__Work instruction__
Where does the word "ring" appear in the entries below? Copy each line that holds it.

——————

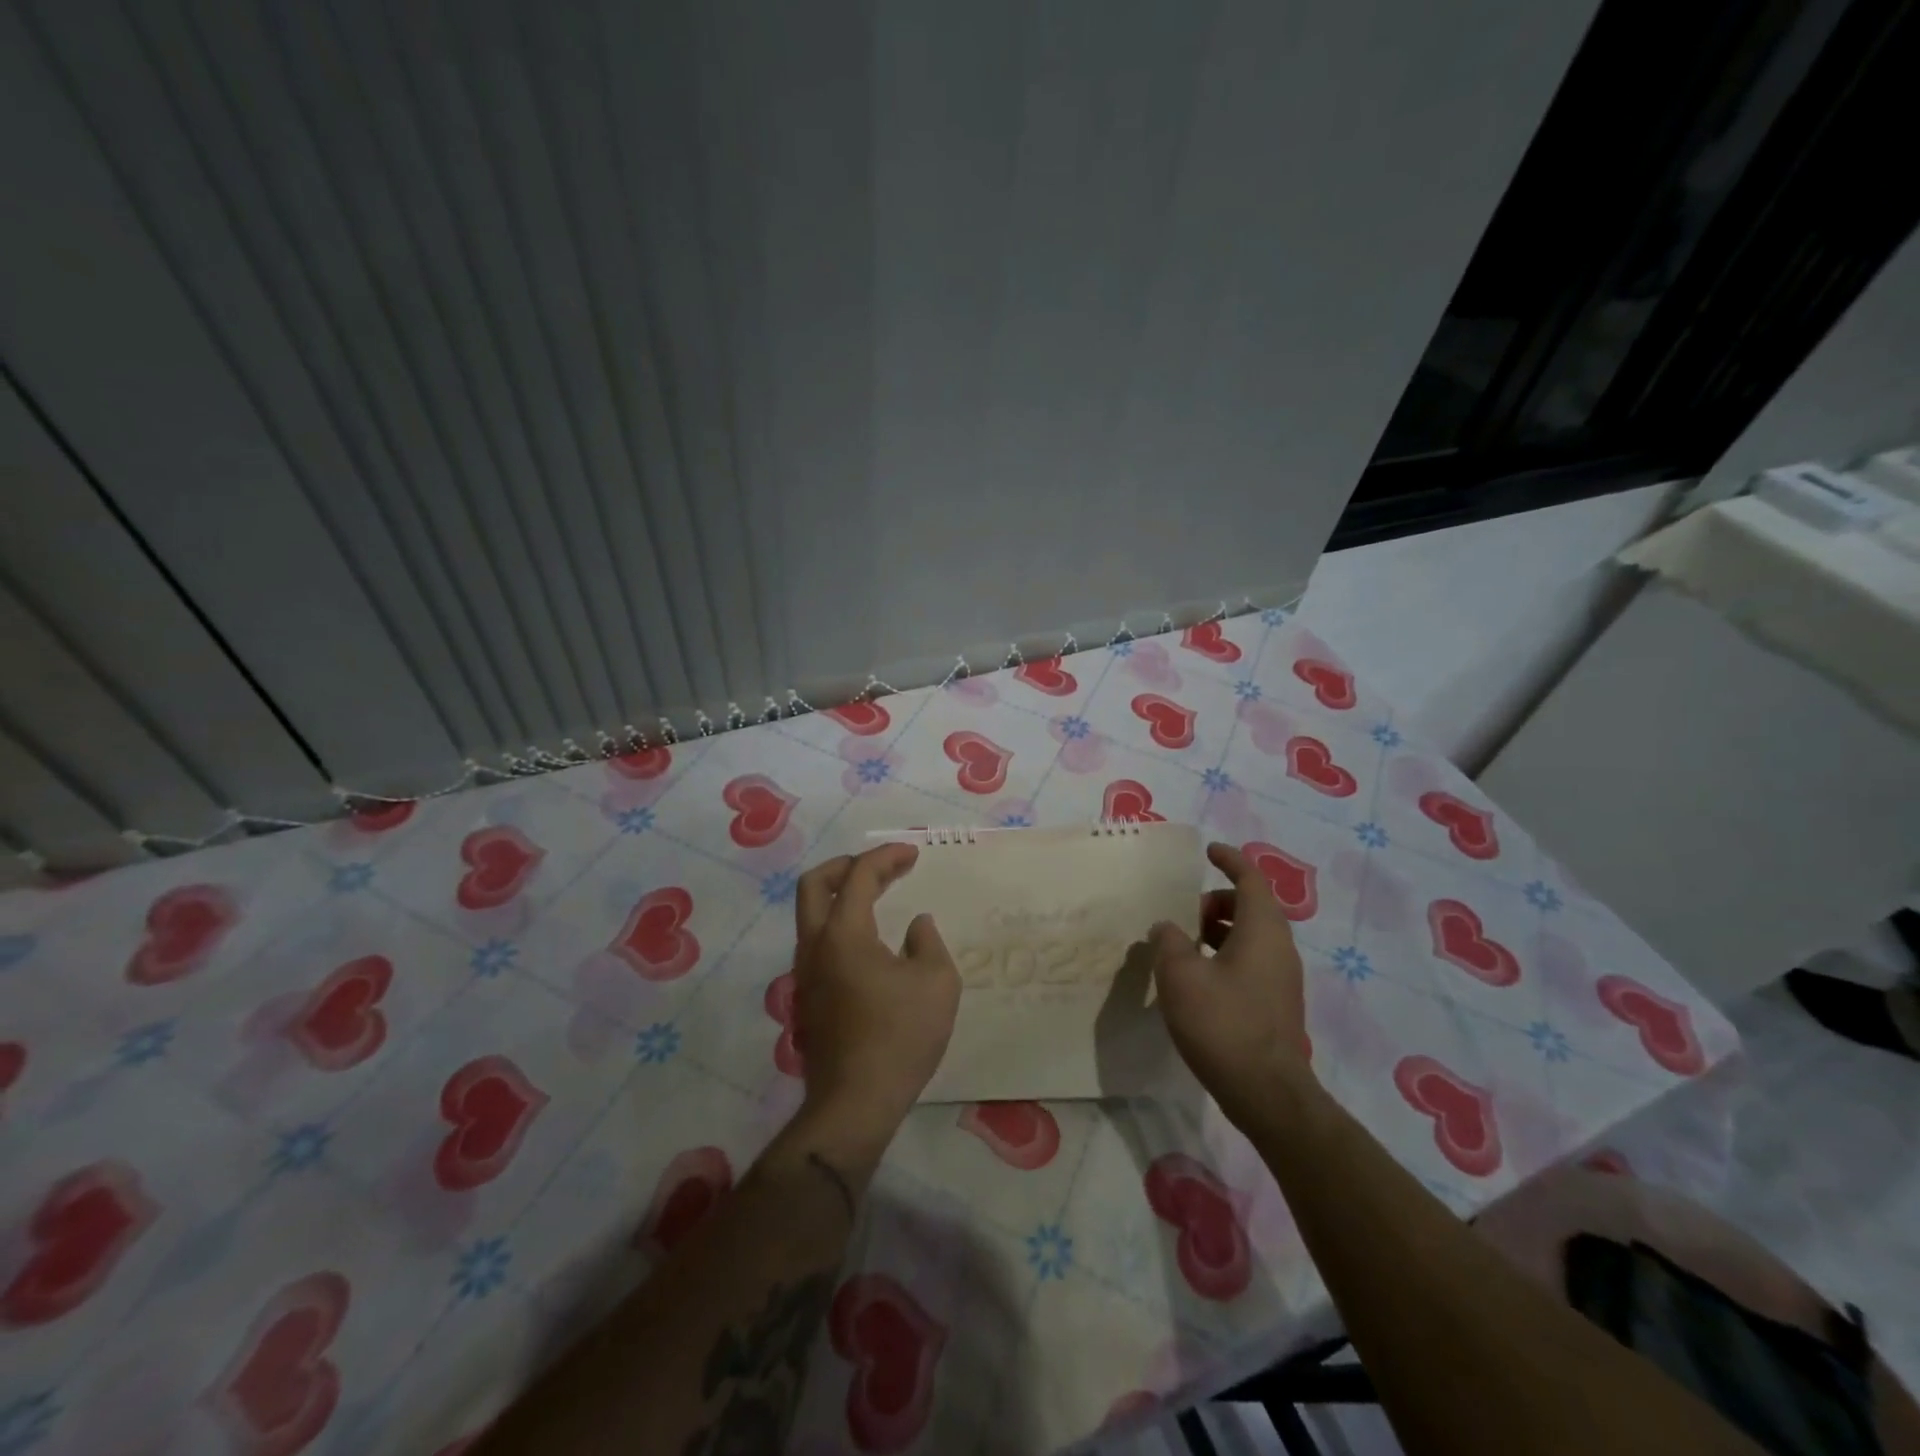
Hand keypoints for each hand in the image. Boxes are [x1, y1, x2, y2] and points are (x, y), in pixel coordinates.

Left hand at [791, 844, 960, 1160]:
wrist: (855, 1103)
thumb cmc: (900, 1037)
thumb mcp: (936, 982)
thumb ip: (928, 942)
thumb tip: (916, 925)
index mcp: (843, 934)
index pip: (859, 875)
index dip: (886, 856)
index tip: (913, 854)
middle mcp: (815, 946)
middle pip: (814, 884)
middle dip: (847, 865)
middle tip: (881, 867)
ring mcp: (805, 974)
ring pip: (811, 915)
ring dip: (841, 896)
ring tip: (878, 898)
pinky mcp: (807, 998)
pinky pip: (818, 942)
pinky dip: (840, 925)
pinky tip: (870, 943)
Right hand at [1149, 841, 1313, 1128]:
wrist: (1266, 1093)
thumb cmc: (1223, 1024)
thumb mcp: (1180, 975)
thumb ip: (1169, 941)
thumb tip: (1168, 928)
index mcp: (1262, 930)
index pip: (1250, 879)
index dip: (1230, 859)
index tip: (1208, 851)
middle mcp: (1279, 947)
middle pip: (1250, 906)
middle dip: (1216, 901)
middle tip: (1184, 916)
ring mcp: (1281, 977)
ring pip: (1250, 935)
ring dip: (1218, 930)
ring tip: (1184, 947)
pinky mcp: (1275, 1003)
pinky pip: (1251, 960)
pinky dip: (1225, 954)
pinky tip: (1197, 979)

——————

__Reply__
ring mcp: (805, 974)
ring pip: (811, 915)
ring dip: (841, 896)
ring tip: (878, 898)
ring mcp: (1281, 977)
ring pip: (1250, 935)
ring dip: (1218, 930)
ring tip: (1184, 947)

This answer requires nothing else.